Art has been the only unfailing stability in my life, creating is my way of resting my fanatical thoughts, I use paint instead of pills in a society where psychological compassion is replaced with pharmaceutical drugs. Art allows me to live boundlessly among these societal restrictions and facilitates a moment that is unpolluted and limitless.

 

This manifested not from lunacy, artist narcissism or truly any visual result, but from an innate method to cope and survive an abusive upbringing, art became a way to gain a sense of self worth and a distinct identity. If my voice is not heard, It will be seen, if I face chaos, I will create tranquility, and this blend of mayhem and order became a significant foundation of my artwork.

 

My visual style is profoundly influenced by my former pedigree, and I like to call it systematic pandemonium my bold patterns that scream to be examined and pursued in sequence.

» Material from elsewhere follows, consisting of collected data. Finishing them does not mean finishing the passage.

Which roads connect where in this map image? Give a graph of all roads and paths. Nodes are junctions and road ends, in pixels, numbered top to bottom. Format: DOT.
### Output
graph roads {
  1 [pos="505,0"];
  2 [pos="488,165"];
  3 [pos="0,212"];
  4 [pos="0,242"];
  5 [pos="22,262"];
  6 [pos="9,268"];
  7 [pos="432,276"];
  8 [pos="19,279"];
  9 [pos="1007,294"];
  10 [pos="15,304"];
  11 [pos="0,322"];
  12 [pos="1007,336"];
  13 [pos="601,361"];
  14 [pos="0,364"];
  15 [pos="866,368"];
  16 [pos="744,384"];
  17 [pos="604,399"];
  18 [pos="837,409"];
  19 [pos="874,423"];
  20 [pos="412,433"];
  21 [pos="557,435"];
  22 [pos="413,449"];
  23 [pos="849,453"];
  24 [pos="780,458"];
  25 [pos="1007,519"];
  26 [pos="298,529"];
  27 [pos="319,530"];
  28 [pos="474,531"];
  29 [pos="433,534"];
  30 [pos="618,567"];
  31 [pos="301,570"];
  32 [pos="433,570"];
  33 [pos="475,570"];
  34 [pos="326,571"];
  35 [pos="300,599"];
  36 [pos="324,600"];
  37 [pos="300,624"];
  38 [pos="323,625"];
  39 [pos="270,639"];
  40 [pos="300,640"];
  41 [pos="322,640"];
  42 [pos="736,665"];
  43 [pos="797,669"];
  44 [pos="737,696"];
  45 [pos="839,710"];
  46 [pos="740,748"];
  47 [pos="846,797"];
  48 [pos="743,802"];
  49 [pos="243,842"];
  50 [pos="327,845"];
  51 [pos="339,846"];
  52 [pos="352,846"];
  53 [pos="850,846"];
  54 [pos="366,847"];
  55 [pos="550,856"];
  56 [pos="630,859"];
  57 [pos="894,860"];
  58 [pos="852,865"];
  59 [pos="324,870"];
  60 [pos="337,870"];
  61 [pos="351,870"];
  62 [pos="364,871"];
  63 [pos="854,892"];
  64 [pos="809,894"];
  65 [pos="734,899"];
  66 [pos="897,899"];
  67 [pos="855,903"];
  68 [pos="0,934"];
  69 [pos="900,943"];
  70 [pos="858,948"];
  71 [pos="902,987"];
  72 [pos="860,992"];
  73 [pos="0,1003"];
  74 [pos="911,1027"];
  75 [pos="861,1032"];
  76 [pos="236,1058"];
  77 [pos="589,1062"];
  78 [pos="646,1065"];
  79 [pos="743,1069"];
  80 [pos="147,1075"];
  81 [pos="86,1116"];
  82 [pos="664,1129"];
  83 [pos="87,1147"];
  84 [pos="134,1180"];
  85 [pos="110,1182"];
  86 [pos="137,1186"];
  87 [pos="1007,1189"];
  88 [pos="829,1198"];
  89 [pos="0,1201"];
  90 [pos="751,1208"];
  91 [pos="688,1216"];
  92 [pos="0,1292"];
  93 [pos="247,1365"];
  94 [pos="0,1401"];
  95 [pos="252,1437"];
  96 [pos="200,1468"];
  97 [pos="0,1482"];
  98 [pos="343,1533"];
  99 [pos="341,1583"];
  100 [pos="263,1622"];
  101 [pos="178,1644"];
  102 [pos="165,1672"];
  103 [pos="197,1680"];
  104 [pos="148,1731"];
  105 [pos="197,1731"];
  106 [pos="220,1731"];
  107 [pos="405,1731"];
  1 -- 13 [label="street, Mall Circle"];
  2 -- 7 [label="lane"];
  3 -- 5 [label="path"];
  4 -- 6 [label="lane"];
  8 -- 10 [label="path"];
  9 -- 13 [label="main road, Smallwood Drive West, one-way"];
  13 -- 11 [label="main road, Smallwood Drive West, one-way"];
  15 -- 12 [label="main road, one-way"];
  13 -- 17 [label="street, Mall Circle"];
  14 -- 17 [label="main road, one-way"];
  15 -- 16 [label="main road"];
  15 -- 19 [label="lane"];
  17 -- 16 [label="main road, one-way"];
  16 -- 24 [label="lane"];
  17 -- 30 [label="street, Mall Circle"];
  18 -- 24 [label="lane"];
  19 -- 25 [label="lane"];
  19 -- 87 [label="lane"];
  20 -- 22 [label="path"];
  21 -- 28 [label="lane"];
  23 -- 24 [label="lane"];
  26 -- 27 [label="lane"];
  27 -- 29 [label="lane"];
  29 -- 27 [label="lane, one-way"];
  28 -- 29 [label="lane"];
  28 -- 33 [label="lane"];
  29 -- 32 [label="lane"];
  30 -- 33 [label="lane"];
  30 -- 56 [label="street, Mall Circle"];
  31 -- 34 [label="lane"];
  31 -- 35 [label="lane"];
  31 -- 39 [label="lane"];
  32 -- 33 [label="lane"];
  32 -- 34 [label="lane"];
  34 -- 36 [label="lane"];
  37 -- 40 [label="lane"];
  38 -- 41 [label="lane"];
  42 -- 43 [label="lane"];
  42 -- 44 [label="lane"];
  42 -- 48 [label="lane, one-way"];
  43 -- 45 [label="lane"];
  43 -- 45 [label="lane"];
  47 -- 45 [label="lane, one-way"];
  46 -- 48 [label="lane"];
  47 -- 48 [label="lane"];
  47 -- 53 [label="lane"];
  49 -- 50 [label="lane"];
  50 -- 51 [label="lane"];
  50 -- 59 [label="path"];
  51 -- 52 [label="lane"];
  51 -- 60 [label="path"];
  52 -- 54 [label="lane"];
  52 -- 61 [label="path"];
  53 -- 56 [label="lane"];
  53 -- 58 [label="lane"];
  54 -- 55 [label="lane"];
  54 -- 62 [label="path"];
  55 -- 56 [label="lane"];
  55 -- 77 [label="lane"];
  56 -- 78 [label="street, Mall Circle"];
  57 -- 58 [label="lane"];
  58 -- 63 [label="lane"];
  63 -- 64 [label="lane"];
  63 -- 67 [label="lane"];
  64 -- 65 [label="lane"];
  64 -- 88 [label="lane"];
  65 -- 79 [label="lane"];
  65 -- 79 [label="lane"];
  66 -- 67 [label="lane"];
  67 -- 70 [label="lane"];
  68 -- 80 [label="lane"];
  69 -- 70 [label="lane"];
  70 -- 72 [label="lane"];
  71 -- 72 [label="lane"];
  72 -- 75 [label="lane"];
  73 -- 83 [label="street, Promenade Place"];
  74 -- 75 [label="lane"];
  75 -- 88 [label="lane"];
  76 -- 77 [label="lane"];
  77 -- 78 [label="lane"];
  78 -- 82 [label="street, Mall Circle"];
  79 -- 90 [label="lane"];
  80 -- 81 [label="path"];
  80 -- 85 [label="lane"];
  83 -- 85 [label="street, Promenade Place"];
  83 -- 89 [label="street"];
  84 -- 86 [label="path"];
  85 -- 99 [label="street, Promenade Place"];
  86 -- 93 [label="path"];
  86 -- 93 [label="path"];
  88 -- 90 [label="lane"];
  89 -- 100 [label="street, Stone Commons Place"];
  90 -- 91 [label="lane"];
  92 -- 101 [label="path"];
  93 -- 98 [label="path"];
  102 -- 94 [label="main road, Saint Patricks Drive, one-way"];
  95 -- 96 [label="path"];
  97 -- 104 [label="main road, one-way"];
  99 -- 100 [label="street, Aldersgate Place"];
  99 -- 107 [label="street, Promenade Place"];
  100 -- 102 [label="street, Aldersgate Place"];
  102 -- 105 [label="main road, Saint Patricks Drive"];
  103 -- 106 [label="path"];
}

Are primarily painted from my subconscious, images come to me in fragments, I feel more than I see. The use of repetitive order amid the chaos appeases a sense of balance that I find to be amusing and beautifully primitive.

 

I routinely count the individual marks I paint in every sequential pattern to create my own personal puzzle. In addition to my rhythmic details I like to put forward a whimsical element that cultivates my peculiar imagination. I am captivated with myth, monsters, birds, sea life, and female iconic symbols; these themes represent a sense of magic and boundless possibilities, in which I find established bliss. My artwork sprouted out of adversity, but my current and foreseeable future works are heavily symbolic of therapeutic growth and most importantly a valid sense of identity.